Please repeat the whole listing verbatim.

_Provided data:_
---------------
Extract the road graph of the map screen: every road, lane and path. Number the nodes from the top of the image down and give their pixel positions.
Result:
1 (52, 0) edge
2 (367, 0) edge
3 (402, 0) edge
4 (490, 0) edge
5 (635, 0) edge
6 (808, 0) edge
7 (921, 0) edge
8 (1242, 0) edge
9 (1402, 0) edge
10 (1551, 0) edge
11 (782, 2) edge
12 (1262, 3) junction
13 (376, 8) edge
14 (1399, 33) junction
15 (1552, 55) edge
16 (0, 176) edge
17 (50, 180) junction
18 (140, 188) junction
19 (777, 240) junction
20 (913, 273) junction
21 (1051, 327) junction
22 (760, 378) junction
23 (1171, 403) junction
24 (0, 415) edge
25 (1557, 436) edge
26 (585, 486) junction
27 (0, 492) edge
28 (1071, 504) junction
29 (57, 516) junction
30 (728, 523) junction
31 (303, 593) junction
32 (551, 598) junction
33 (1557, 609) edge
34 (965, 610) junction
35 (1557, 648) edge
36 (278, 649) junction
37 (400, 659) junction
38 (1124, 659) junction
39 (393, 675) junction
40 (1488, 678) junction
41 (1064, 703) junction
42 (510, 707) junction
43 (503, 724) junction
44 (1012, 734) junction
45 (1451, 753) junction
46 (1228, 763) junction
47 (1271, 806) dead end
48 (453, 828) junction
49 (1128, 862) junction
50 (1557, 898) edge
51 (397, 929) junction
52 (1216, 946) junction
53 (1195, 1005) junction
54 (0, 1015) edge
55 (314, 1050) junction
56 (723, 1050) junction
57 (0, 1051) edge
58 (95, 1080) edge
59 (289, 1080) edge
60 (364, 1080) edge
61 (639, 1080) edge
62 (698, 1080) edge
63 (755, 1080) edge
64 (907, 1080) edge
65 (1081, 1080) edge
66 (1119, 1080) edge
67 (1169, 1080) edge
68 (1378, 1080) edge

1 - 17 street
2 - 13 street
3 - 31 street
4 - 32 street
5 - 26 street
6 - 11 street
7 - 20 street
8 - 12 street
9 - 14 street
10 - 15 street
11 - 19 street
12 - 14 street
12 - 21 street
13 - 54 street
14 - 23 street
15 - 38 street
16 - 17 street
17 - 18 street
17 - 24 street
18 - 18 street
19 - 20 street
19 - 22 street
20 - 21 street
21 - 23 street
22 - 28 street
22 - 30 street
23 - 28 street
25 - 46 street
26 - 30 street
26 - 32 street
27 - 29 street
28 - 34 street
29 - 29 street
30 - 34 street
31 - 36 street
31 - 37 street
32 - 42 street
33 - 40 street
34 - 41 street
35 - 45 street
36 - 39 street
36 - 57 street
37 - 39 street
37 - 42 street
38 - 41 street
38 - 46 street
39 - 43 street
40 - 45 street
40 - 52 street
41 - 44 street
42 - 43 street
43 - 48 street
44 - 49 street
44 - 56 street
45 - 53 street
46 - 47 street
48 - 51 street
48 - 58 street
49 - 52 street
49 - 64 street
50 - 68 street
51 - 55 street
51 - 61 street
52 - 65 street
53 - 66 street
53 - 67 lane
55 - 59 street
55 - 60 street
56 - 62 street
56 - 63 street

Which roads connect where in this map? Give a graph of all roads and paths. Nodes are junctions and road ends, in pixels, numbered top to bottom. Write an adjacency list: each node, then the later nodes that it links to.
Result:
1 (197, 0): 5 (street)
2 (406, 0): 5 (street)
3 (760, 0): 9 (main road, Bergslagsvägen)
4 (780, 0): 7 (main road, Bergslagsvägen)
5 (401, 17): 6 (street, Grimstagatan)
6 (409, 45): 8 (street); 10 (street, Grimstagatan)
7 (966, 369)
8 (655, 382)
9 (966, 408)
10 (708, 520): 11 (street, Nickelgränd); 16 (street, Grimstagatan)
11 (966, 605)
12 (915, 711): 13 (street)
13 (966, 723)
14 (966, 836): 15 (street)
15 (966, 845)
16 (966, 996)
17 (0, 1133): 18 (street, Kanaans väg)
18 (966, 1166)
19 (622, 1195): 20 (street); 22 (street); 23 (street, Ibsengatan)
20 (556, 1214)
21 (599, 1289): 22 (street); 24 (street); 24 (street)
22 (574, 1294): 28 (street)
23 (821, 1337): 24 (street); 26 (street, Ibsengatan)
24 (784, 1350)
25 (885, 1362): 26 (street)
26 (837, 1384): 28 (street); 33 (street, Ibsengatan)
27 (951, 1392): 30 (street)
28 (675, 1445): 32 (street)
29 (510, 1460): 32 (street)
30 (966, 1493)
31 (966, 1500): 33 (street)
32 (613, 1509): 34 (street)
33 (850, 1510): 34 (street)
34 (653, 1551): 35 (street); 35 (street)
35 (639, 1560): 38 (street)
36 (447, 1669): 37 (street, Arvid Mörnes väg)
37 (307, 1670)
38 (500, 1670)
---------------
_Answer box:_
Extract the road graph of the map screen: every road, lane and path. Number the nodes from the top of the image down and give their pixel positions.
Result:
1 (52, 0) edge
2 (367, 0) edge
3 (402, 0) edge
4 (490, 0) edge
5 (635, 0) edge
6 (808, 0) edge
7 (921, 0) edge
8 (1242, 0) edge
9 (1402, 0) edge
10 (1551, 0) edge
11 (782, 2) edge
12 (1262, 3) junction
13 (376, 8) edge
14 (1399, 33) junction
15 (1552, 55) edge
16 (0, 176) edge
17 (50, 180) junction
18 (140, 188) junction
19 (777, 240) junction
20 (913, 273) junction
21 (1051, 327) junction
22 (760, 378) junction
23 (1171, 403) junction
24 (0, 415) edge
25 (1557, 436) edge
26 (585, 486) junction
27 (0, 492) edge
28 (1071, 504) junction
29 (57, 516) junction
30 (728, 523) junction
31 (303, 593) junction
32 (551, 598) junction
33 (1557, 609) edge
34 (965, 610) junction
35 (1557, 648) edge
36 (278, 649) junction
37 (400, 659) junction
38 (1124, 659) junction
39 (393, 675) junction
40 (1488, 678) junction
41 (1064, 703) junction
42 (510, 707) junction
43 (503, 724) junction
44 (1012, 734) junction
45 (1451, 753) junction
46 (1228, 763) junction
47 (1271, 806) dead end
48 (453, 828) junction
49 (1128, 862) junction
50 (1557, 898) edge
51 (397, 929) junction
52 (1216, 946) junction
53 (1195, 1005) junction
54 (0, 1015) edge
55 (314, 1050) junction
56 (723, 1050) junction
57 (0, 1051) edge
58 (95, 1080) edge
59 (289, 1080) edge
60 (364, 1080) edge
61 (639, 1080) edge
62 (698, 1080) edge
63 (755, 1080) edge
64 (907, 1080) edge
65 (1081, 1080) edge
66 (1119, 1080) edge
67 (1169, 1080) edge
68 (1378, 1080) edge

1 - 17 street
2 - 13 street
3 - 31 street
4 - 32 street
5 - 26 street
6 - 11 street
7 - 20 street
8 - 12 street
9 - 14 street
10 - 15 street
11 - 19 street
12 - 14 street
12 - 21 street
13 - 54 street
14 - 23 street
15 - 38 street
16 - 17 street
17 - 18 street
17 - 24 street
18 - 18 street
19 - 20 street
19 - 22 street
20 - 21 street
21 - 23 street
22 - 28 street
22 - 30 street
23 - 28 street
25 - 46 street
26 - 30 street
26 - 32 street
27 - 29 street
28 - 34 street
29 - 29 street
30 - 34 street
31 - 36 street
31 - 37 street
32 - 42 street
33 - 40 street
34 - 41 street
35 - 45 street
36 - 39 street
36 - 57 street
37 - 39 street
37 - 42 street
38 - 41 street
38 - 46 street
39 - 43 street
40 - 45 street
40 - 52 street
41 - 44 street
42 - 43 street
43 - 48 street
44 - 49 street
44 - 56 street
45 - 53 street
46 - 47 street
48 - 51 street
48 - 58 street
49 - 52 street
49 - 64 street
50 - 68 street
51 - 55 street
51 - 61 street
52 - 65 street
53 - 66 street
53 - 67 lane
55 - 59 street
55 - 60 street
56 - 62 street
56 - 63 street

Which roads connect where in this map? Give a graph of all roads and paths. Nodes are junctions and road ends, in pixels, numbered top to bottom. Write an adjacency list: each node, then the later nodes that it links to.
Result:
1 (197, 0): 5 (street)
2 (406, 0): 5 (street)
3 (760, 0): 9 (main road, Bergslagsvägen)
4 (780, 0): 7 (main road, Bergslagsvägen)
5 (401, 17): 6 (street, Grimstagatan)
6 (409, 45): 8 (street); 10 (street, Grimstagatan)
7 (966, 369)
8 (655, 382)
9 (966, 408)
10 (708, 520): 11 (street, Nickelgränd); 16 (street, Grimstagatan)
11 (966, 605)
12 (915, 711): 13 (street)
13 (966, 723)
14 (966, 836): 15 (street)
15 (966, 845)
16 (966, 996)
17 (0, 1133): 18 (street, Kanaans väg)
18 (966, 1166)
19 (622, 1195): 20 (street); 22 (street); 23 (street, Ibsengatan)
20 (556, 1214)
21 (599, 1289): 22 (street); 24 (street); 24 (street)
22 (574, 1294): 28 (street)
23 (821, 1337): 24 (street); 26 (street, Ibsengatan)
24 (784, 1350)
25 (885, 1362): 26 (street)
26 (837, 1384): 28 (street); 33 (street, Ibsengatan)
27 (951, 1392): 30 (street)
28 (675, 1445): 32 (street)
29 (510, 1460): 32 (street)
30 (966, 1493)
31 (966, 1500): 33 (street)
32 (613, 1509): 34 (street)
33 (850, 1510): 34 (street)
34 (653, 1551): 35 (street); 35 (street)
35 (639, 1560): 38 (street)
36 (447, 1669): 37 (street, Arvid Mörnes väg)
37 (307, 1670)
38 (500, 1670)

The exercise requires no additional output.